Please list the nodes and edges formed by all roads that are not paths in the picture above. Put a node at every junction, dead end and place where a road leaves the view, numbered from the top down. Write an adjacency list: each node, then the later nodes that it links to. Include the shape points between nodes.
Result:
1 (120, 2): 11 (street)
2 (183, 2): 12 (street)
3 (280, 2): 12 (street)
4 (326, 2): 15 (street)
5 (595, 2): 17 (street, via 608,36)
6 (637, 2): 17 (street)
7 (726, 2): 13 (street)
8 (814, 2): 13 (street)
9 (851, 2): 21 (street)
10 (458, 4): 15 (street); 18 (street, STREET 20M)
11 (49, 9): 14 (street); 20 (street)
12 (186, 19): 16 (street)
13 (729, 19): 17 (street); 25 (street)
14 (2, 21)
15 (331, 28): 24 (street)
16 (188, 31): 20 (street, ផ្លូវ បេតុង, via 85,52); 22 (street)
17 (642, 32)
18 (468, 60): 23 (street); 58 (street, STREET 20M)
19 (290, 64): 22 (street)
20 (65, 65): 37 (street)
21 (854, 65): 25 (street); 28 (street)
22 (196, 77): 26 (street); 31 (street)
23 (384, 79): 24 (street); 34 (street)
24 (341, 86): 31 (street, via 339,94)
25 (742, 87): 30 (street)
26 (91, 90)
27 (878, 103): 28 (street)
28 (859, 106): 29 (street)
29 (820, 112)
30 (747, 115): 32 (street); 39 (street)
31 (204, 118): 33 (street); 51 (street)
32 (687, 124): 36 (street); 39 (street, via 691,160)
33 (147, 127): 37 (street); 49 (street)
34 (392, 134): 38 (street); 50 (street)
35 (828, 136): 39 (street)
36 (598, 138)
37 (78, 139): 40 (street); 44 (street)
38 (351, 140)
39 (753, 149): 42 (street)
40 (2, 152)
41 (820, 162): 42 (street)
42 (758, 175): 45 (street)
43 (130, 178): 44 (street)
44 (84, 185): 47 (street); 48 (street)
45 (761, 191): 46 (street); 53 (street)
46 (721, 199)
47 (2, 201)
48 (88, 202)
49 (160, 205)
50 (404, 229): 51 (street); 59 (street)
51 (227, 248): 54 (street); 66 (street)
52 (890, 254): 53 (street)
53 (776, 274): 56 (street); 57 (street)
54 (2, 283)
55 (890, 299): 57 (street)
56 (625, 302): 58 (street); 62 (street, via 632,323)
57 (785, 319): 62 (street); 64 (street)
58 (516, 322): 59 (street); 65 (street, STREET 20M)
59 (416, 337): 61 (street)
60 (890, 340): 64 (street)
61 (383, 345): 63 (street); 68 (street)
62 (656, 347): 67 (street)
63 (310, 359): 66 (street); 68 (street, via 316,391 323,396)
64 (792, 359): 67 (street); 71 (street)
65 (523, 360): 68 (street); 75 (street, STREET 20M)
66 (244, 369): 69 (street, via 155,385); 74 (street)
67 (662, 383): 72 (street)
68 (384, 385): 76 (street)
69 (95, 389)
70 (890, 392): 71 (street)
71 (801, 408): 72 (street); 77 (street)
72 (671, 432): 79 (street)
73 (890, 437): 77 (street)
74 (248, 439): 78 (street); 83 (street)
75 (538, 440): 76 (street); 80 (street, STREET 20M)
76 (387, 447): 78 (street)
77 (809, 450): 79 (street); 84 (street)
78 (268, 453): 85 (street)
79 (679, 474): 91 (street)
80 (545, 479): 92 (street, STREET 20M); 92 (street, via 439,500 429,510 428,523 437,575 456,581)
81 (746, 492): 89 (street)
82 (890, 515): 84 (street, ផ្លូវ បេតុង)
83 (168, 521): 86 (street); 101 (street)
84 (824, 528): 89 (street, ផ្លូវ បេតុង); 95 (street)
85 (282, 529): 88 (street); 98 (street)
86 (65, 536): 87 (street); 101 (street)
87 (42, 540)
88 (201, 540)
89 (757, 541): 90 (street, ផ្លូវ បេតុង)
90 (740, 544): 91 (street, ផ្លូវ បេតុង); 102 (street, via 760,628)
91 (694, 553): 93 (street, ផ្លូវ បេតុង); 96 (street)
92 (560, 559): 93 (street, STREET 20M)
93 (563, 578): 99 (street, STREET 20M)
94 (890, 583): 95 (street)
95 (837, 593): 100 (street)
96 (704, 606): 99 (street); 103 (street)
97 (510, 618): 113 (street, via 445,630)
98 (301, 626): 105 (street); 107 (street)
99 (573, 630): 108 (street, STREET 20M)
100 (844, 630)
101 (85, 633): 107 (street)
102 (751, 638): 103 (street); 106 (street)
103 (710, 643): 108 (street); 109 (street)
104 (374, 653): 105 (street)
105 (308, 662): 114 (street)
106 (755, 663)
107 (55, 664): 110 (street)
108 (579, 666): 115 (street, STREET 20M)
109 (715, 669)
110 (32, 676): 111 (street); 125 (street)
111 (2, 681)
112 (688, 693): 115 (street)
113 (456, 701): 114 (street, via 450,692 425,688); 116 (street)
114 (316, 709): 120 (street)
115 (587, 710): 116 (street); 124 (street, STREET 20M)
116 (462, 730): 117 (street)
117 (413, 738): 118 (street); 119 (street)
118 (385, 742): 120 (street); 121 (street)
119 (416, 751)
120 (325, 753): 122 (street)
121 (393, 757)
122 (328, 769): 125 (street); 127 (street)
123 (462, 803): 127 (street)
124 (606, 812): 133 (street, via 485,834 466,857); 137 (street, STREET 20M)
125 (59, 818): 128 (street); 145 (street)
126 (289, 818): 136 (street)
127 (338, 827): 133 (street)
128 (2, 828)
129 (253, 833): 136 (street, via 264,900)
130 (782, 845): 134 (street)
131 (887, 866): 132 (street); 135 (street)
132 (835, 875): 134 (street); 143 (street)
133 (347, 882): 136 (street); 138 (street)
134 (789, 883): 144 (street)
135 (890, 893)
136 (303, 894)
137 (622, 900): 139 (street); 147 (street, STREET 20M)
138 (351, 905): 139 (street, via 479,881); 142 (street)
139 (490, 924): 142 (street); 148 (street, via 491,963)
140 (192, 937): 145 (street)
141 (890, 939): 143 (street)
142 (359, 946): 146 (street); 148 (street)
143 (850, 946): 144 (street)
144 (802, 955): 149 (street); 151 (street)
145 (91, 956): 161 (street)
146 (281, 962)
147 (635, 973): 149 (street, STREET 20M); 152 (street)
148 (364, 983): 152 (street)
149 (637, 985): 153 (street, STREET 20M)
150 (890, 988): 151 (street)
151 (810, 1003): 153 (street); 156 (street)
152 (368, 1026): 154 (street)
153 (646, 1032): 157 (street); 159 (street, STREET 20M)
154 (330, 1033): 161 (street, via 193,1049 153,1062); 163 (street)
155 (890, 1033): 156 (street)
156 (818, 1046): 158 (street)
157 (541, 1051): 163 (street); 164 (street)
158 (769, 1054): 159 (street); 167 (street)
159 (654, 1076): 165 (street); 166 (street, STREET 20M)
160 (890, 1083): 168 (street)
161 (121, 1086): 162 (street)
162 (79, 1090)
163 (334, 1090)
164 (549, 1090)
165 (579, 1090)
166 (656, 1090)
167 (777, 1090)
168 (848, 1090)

## YOUR OBJECTIVE:
Word for word, restate the lines above.

## WRITTEN ANSWER:
Please list the nodes and edges formed by all roads that are not paths in the picture above. Put a node at every junction, dead end and place where a road leaves the view, numbered from the top down. Write an adjacency list: each node, then the later nodes that it links to. Include the shape points between nodes.
Result:
1 (120, 2): 11 (street)
2 (183, 2): 12 (street)
3 (280, 2): 12 (street)
4 (326, 2): 15 (street)
5 (595, 2): 17 (street, via 608,36)
6 (637, 2): 17 (street)
7 (726, 2): 13 (street)
8 (814, 2): 13 (street)
9 (851, 2): 21 (street)
10 (458, 4): 15 (street); 18 (street, STREET 20M)
11 (49, 9): 14 (street); 20 (street)
12 (186, 19): 16 (street)
13 (729, 19): 17 (street); 25 (street)
14 (2, 21)
15 (331, 28): 24 (street)
16 (188, 31): 20 (street, ផ្លូវ បេតុង, via 85,52); 22 (street)
17 (642, 32)
18 (468, 60): 23 (street); 58 (street, STREET 20M)
19 (290, 64): 22 (street)
20 (65, 65): 37 (street)
21 (854, 65): 25 (street); 28 (street)
22 (196, 77): 26 (street); 31 (street)
23 (384, 79): 24 (street); 34 (street)
24 (341, 86): 31 (street, via 339,94)
25 (742, 87): 30 (street)
26 (91, 90)
27 (878, 103): 28 (street)
28 (859, 106): 29 (street)
29 (820, 112)
30 (747, 115): 32 (street); 39 (street)
31 (204, 118): 33 (street); 51 (street)
32 (687, 124): 36 (street); 39 (street, via 691,160)
33 (147, 127): 37 (street); 49 (street)
34 (392, 134): 38 (street); 50 (street)
35 (828, 136): 39 (street)
36 (598, 138)
37 (78, 139): 40 (street); 44 (street)
38 (351, 140)
39 (753, 149): 42 (street)
40 (2, 152)
41 (820, 162): 42 (street)
42 (758, 175): 45 (street)
43 (130, 178): 44 (street)
44 (84, 185): 47 (street); 48 (street)
45 (761, 191): 46 (street); 53 (street)
46 (721, 199)
47 (2, 201)
48 (88, 202)
49 (160, 205)
50 (404, 229): 51 (street); 59 (street)
51 (227, 248): 54 (street); 66 (street)
52 (890, 254): 53 (street)
53 (776, 274): 56 (street); 57 (street)
54 (2, 283)
55 (890, 299): 57 (street)
56 (625, 302): 58 (street); 62 (street, via 632,323)
57 (785, 319): 62 (street); 64 (street)
58 (516, 322): 59 (street); 65 (street, STREET 20M)
59 (416, 337): 61 (street)
60 (890, 340): 64 (street)
61 (383, 345): 63 (street); 68 (street)
62 (656, 347): 67 (street)
63 (310, 359): 66 (street); 68 (street, via 316,391 323,396)
64 (792, 359): 67 (street); 71 (street)
65 (523, 360): 68 (street); 75 (street, STREET 20M)
66 (244, 369): 69 (street, via 155,385); 74 (street)
67 (662, 383): 72 (street)
68 (384, 385): 76 (street)
69 (95, 389)
70 (890, 392): 71 (street)
71 (801, 408): 72 (street); 77 (street)
72 (671, 432): 79 (street)
73 (890, 437): 77 (street)
74 (248, 439): 78 (street); 83 (street)
75 (538, 440): 76 (street); 80 (street, STREET 20M)
76 (387, 447): 78 (street)
77 (809, 450): 79 (street); 84 (street)
78 (268, 453): 85 (street)
79 (679, 474): 91 (street)
80 (545, 479): 92 (street, STREET 20M); 92 (street, via 439,500 429,510 428,523 437,575 456,581)
81 (746, 492): 89 (street)
82 (890, 515): 84 (street, ផ្លូវ បេតុង)
83 (168, 521): 86 (street); 101 (street)
84 (824, 528): 89 (street, ផ្លូវ បេតុង); 95 (street)
85 (282, 529): 88 (street); 98 (street)
86 (65, 536): 87 (street); 101 (street)
87 (42, 540)
88 (201, 540)
89 (757, 541): 90 (street, ផ្លូវ បេតុង)
90 (740, 544): 91 (street, ផ្លូវ បេតុង); 102 (street, via 760,628)
91 (694, 553): 93 (street, ផ្លូវ បេតុង); 96 (street)
92 (560, 559): 93 (street, STREET 20M)
93 (563, 578): 99 (street, STREET 20M)
94 (890, 583): 95 (street)
95 (837, 593): 100 (street)
96 (704, 606): 99 (street); 103 (street)
97 (510, 618): 113 (street, via 445,630)
98 (301, 626): 105 (street); 107 (street)
99 (573, 630): 108 (street, STREET 20M)
100 (844, 630)
101 (85, 633): 107 (street)
102 (751, 638): 103 (street); 106 (street)
103 (710, 643): 108 (street); 109 (street)
104 (374, 653): 105 (street)
105 (308, 662): 114 (street)
106 (755, 663)
107 (55, 664): 110 (street)
108 (579, 666): 115 (street, STREET 20M)
109 (715, 669)
110 (32, 676): 111 (street); 125 (street)
111 (2, 681)
112 (688, 693): 115 (street)
113 (456, 701): 114 (street, via 450,692 425,688); 116 (street)
114 (316, 709): 120 (street)
115 (587, 710): 116 (street); 124 (street, STREET 20M)
116 (462, 730): 117 (street)
117 (413, 738): 118 (street); 119 (street)
118 (385, 742): 120 (street); 121 (street)
119 (416, 751)
120 (325, 753): 122 (street)
121 (393, 757)
122 (328, 769): 125 (street); 127 (street)
123 (462, 803): 127 (street)
124 (606, 812): 133 (street, via 485,834 466,857); 137 (street, STREET 20M)
125 (59, 818): 128 (street); 145 (street)
126 (289, 818): 136 (street)
127 (338, 827): 133 (street)
128 (2, 828)
129 (253, 833): 136 (street, via 264,900)
130 (782, 845): 134 (street)
131 (887, 866): 132 (street); 135 (street)
132 (835, 875): 134 (street); 143 (street)
133 (347, 882): 136 (street); 138 (street)
134 (789, 883): 144 (street)
135 (890, 893)
136 (303, 894)
137 (622, 900): 139 (street); 147 (street, STREET 20M)
138 (351, 905): 139 (street, via 479,881); 142 (street)
139 (490, 924): 142 (street); 148 (street, via 491,963)
140 (192, 937): 145 (street)
141 (890, 939): 143 (street)
142 (359, 946): 146 (street); 148 (street)
143 (850, 946): 144 (street)
144 (802, 955): 149 (street); 151 (street)
145 (91, 956): 161 (street)
146 (281, 962)
147 (635, 973): 149 (street, STREET 20M); 152 (street)
148 (364, 983): 152 (street)
149 (637, 985): 153 (street, STREET 20M)
150 (890, 988): 151 (street)
151 (810, 1003): 153 (street); 156 (street)
152 (368, 1026): 154 (street)
153 (646, 1032): 157 (street); 159 (street, STREET 20M)
154 (330, 1033): 161 (street, via 193,1049 153,1062); 163 (street)
155 (890, 1033): 156 (street)
156 (818, 1046): 158 (street)
157 (541, 1051): 163 (street); 164 (street)
158 (769, 1054): 159 (street); 167 (street)
159 (654, 1076): 165 (street); 166 (street, STREET 20M)
160 (890, 1083): 168 (street)
161 (121, 1086): 162 (street)
162 (79, 1090)
163 (334, 1090)
164 (549, 1090)
165 (579, 1090)
166 (656, 1090)
167 (777, 1090)
168 (848, 1090)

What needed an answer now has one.